More examples and use cases can be found in the supplementary documentation. To validate the algorithm, two identical image examples are used to perform image registration. To further explore how breaking SSD assumptions can affect the registration result, a longitudinal registration example using microCT scans from a mouse tibia is also available.

Perspectives and Conclusion

Recent literature, from 2019 to 2022, that applied image registration for the longitudinal assessment of bone microstructural and mechanical properties has been critically reviewed, where the goal and type of registration in those studies were analysed. An introduction to image registration methods reporting various similarity measures and their underlying assumptions were examined, and the effect of these assumptions on longitudinal microCT data was demonstrated.

This review found that despite the increasing popularity of image registration in longitudinal studies using CT, choices regarding similarity measures has not been regularly discussed. As shown in this review, each similarity measure has its own assumptions which, if broken, would lead to poor and inaccurate registration results. SSD is computationally simple to perform and implement but comes with a strict assumption which can be easily broken in longitudinal studies; namely the constant sum of mean and variance of the transformed, follow-up image during optimising process. CC based on Pearson’s correlation is also computationally efficient, but care must be taken to ensure high linear correlation between the images. MI is arguably the most robust of the major measures of similarity; however, it is computationally expensive. High-resolution 3D data, such as those from a mouse study of osteoarthritis [53], have x, y, and z dimensions of 3198 × 3198 × 335 voxels (3.4 × 109 voxels) for a single scan. Using MI, with its \(O(nlogn)\) complexity, could lead to a registration time of several days longer than either CC or SSD. To improve time-efficiency of the registration process, it is recommended to implement image registration with a with a multi-resolution or pyramid strategy [12•].
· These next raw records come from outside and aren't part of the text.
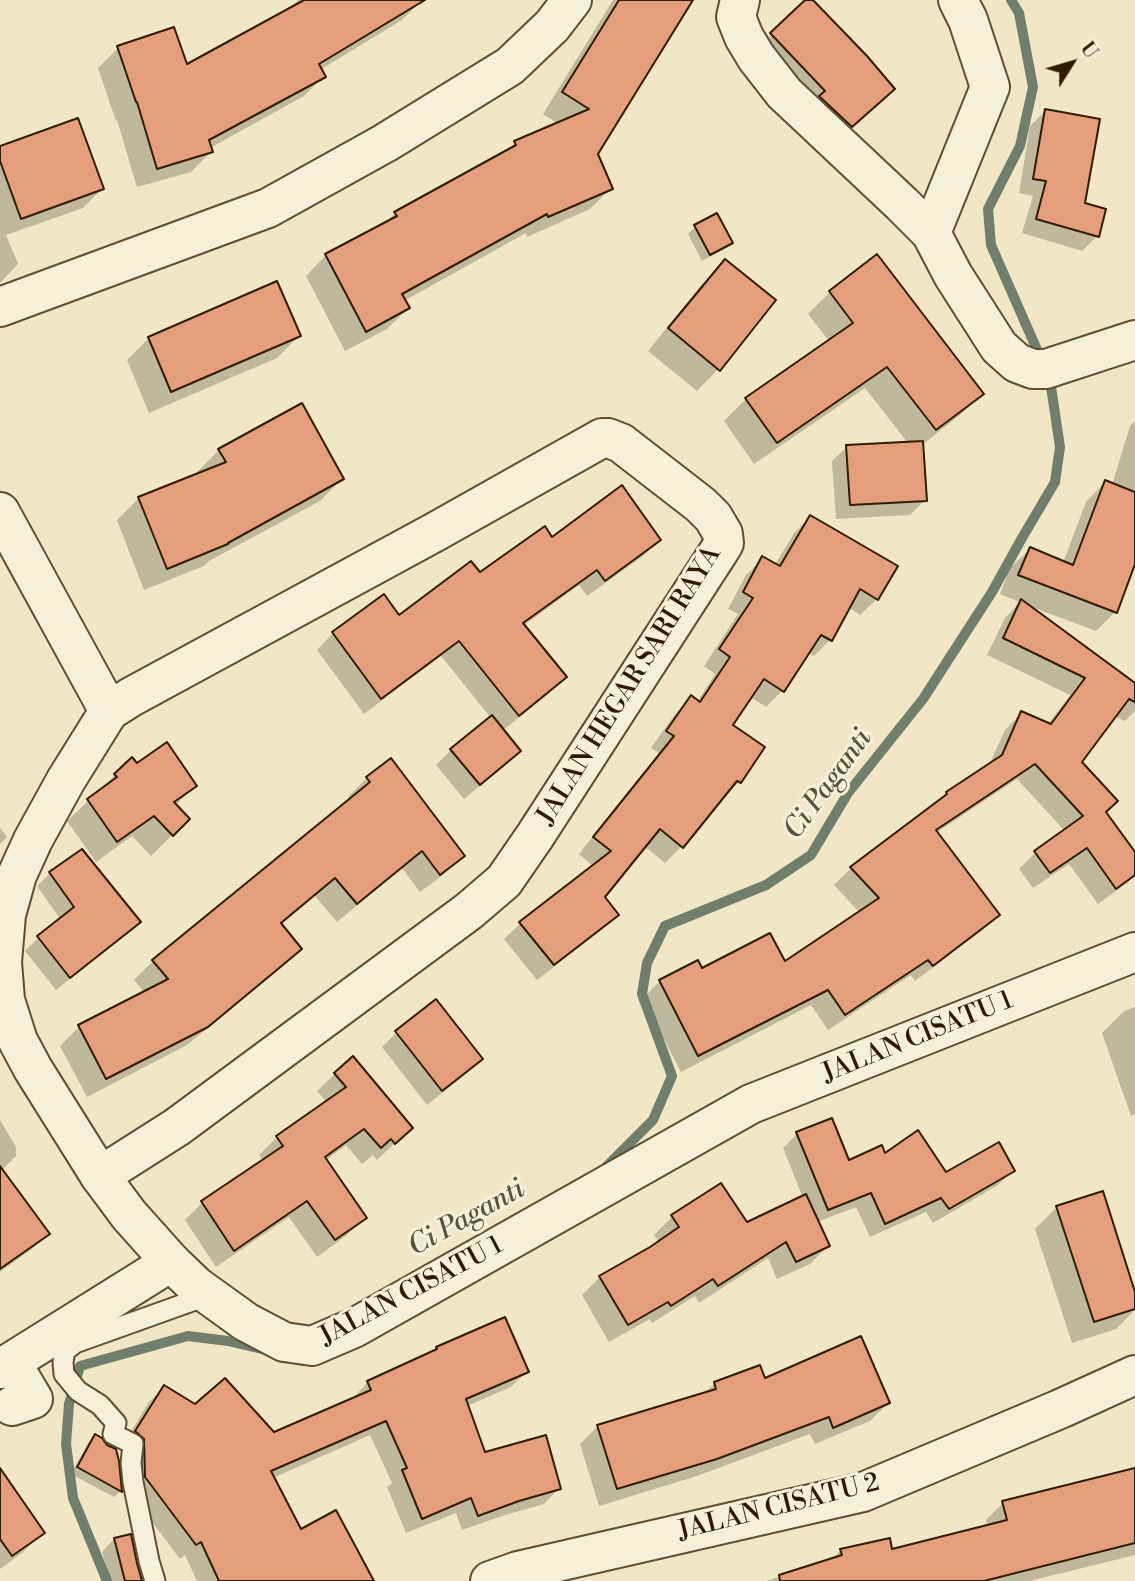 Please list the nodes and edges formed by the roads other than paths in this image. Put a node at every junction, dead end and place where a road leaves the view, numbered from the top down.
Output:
1 (572, 0) edge
2 (740, 0) edge
3 (958, 0) edge
4 (931, 233) junction
5 (0, 307) edge
6 (1135, 340) edge
7 (0, 512) edge
8 (109, 711) junction
9 (1135, 952) edge
10 (100, 1176) junction
11 (171, 1262) junction
12 (209, 1295) junction
13 (6, 1365) edge
14 (1135, 1376) edge
15 (12, 1405) dead end
16 (155, 1581) edge
17 (490, 1581) edge

1 - 5 street
2 - 4 street
3 - 4 street
4 - 6 street
7 - 8 street
8 - 10 street, JALAN CISATU 1
8 - 10 street, JALAN HEGAR SARI RAYA
9 - 12 street, JALAN CISATU 1
10 - 11 street, JALAN CISATU 1
11 - 12 street, JALAN CISATU 1
11 - 13 street
12 - 16 lane
13 - 15 street
14 - 17 street, JALAN CISATU 2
Additionally, image registration, ubiquitous in its application, is not a perfect tool. Whether performed manually or automatically, registration errors can still be introduced. Registration errors should be accounted for during study planning and appropriately discussed when reporting results.
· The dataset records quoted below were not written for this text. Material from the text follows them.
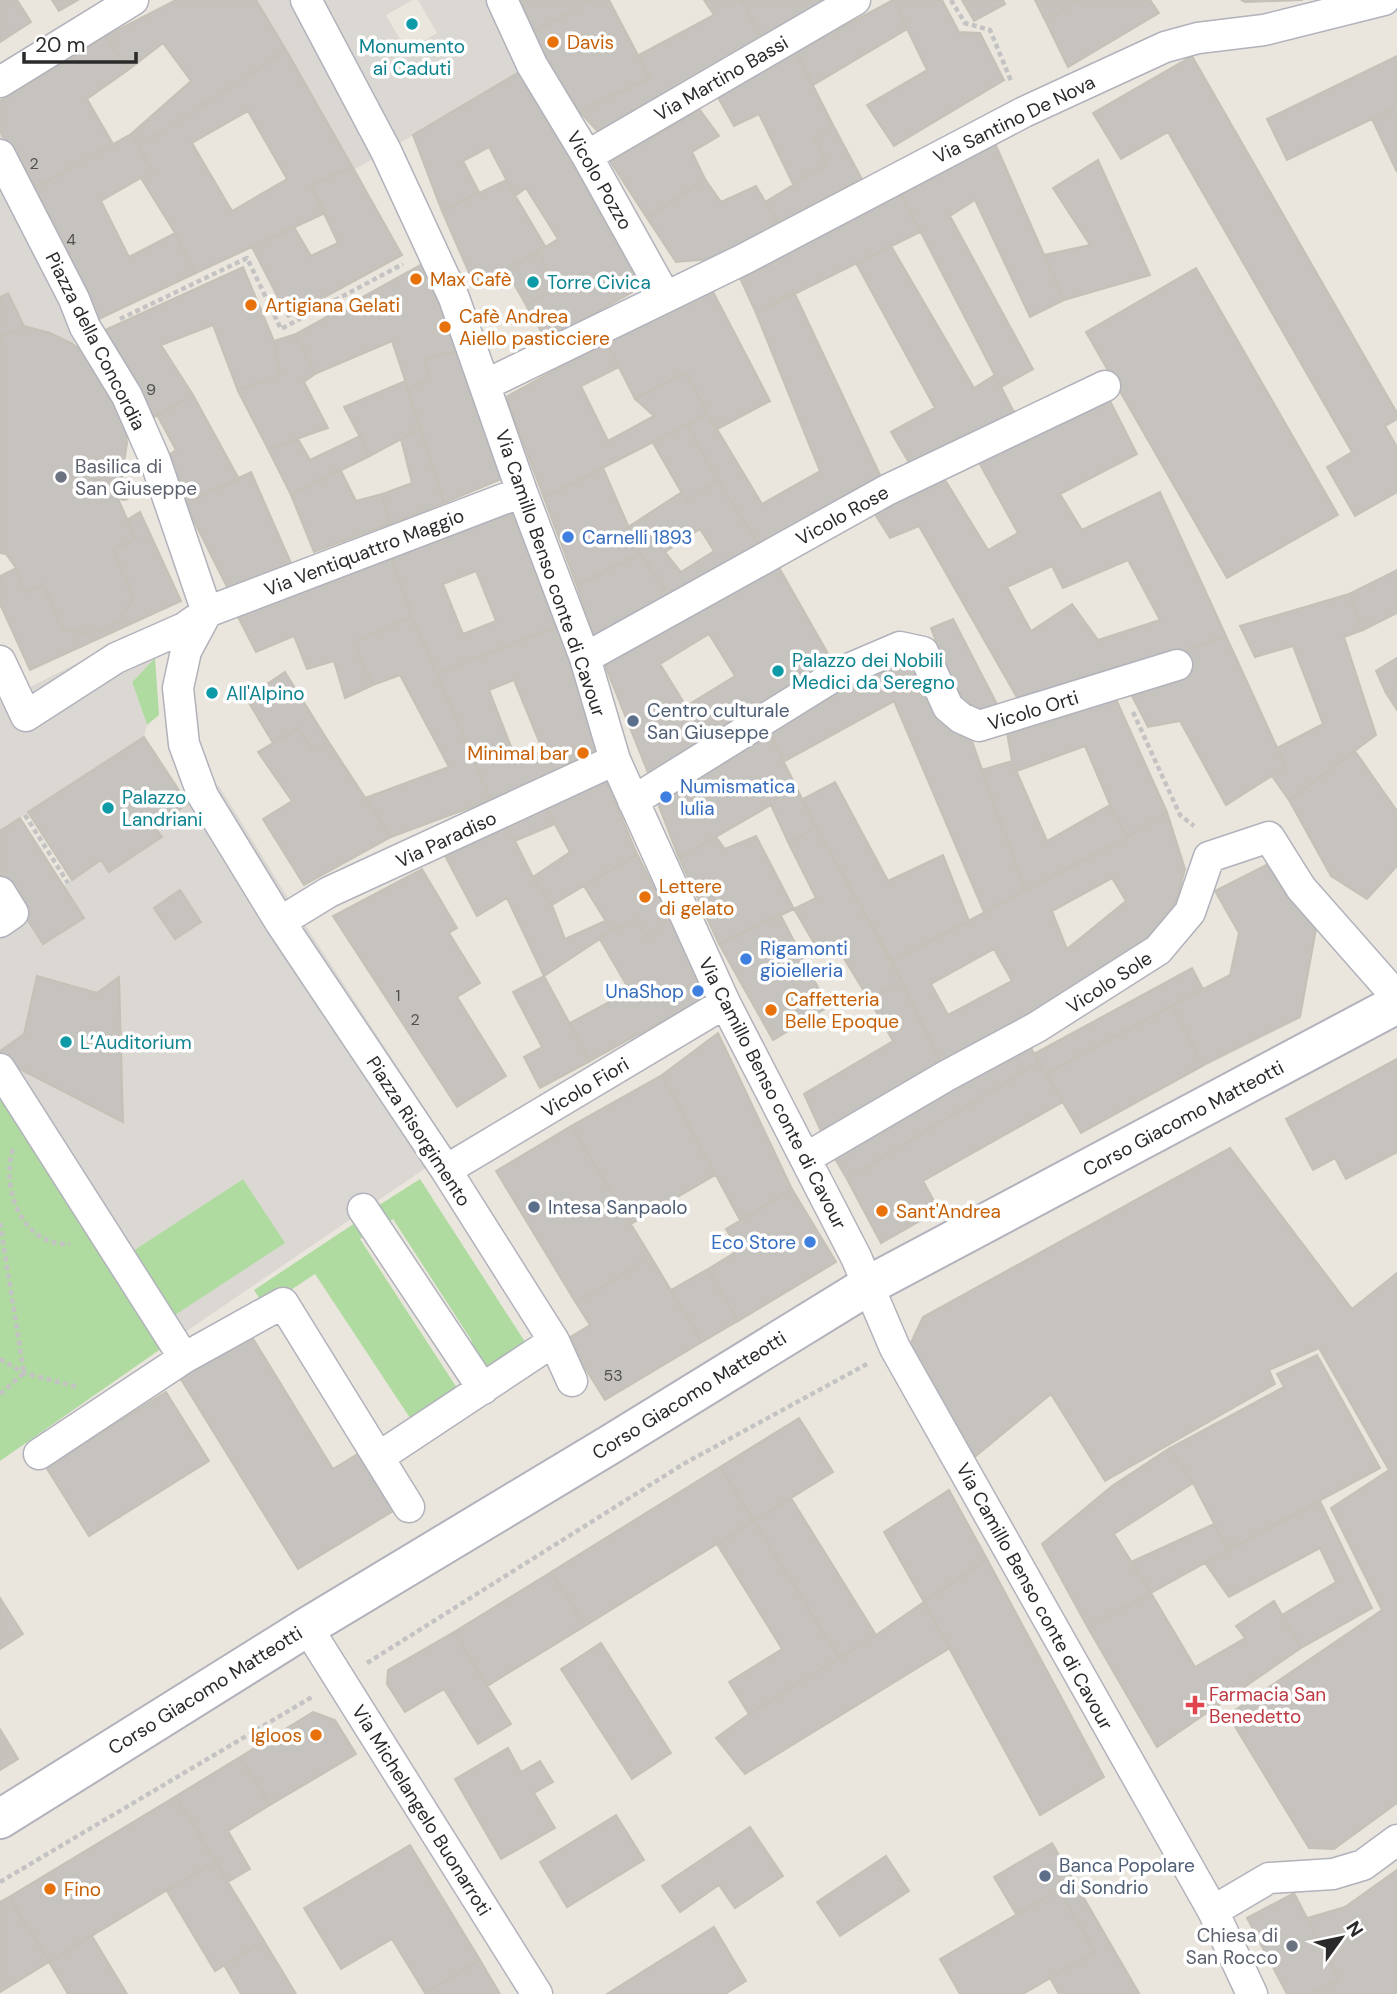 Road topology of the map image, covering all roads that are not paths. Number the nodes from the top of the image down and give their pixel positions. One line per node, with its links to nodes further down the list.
1 (133, 0): 6 (street)
2 (306, 0): 10 (street, Via Camillo Benso conte di Cavour)
3 (502, 0): 8 (street, Vicolo Pozzo)
4 (855, 0): 8 (street, Via Martino Bassi)
5 (1384, 0): 9 (street, Via Santino De Nova)
6 (0, 82)
7 (0, 155): 13 (street, Piazza della Concordia)
8 (587, 156): 9 (street, Vicolo Pozzo)
9 (665, 296): 10 (street, Via Santino De Nova)
10 (485, 385): 12 (street, Via Camillo Benso conte di Cavour)
11 (1105, 386): 14 (street, Vicolo Rose)
12 (522, 492): 13 (street, Via Ventiquattro Maggio); 14 (street, Via Camillo Benso conte di Cavour)
13 (207, 612): 15 (street, Via Ventiquattro Maggio); 21 (street, Piazza Risorgimento)
14 (585, 658): 17 (street, Via Camillo Benso conte di Cavour)
15 (0, 661)
16 (1177, 665): 18 (street, Vicolo Orti)
17 (615, 760): 18 (street, Via Camillo Benso conte di Cavour); 21 (street, Via Paradiso)
18 (633, 801): 23 (street, Via Camillo Benso conte di Cavour)
19 (0, 892): 20 (street)
20 (0, 922)
21 (280, 922): 27 (street, Piazza Risorgimento)
22 (1397, 997): 26 (street, Vicolo Sole)
23 (725, 1003): 26 (street, Via Camillo Benso conte di Cavour); 27 (street, Vicolo Fiori)
24 (1397, 1004): 29 (main road, Corso Giacomo Matteotti)
25 (0, 1069): 31 (street)
26 (806, 1158): 29 (street, Via Camillo Benso conte di Cavour)
27 (446, 1170): 30 (street, Piazza Risorgimento)
28 (363, 1209): 33 (street)
29 (869, 1284): 37 (main road, Corso Giacomo Matteotti); 40 (street, Via Camillo Benso conte di Cavour)
30 (554, 1341): 32 (street, Piazza Risorgimento); 33 (street)
31 (184, 1358): 34 (street); 35 (street)
32 (572, 1381)
33 (483, 1389): 35 (street)
34 (39, 1454)
35 (379, 1457): 36 (street)
36 (409, 1507)
37 (307, 1626): 38 (main road, Corso Giacomo Matteotti); 41 (street, Via Michelangelo Buonarroti)
38 (0, 1819)
39 (1397, 1840): 40 (street)
40 (1213, 1911): 42 (street, Via Camillo Benso conte di Cavour)
41 (537, 1994)
42 (1252, 1994)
In summary, advances in image registration have stimulated many studies to use it as a critical tool for time-lapse CT imaging to monitor changes to bone microstructure and mechanical property. The understanding and verification of the assumptions and trade-offs behind different similarity measurements will enable a more accurate and efficient quantitative measurements while appreciating the nuances of each image registration approach.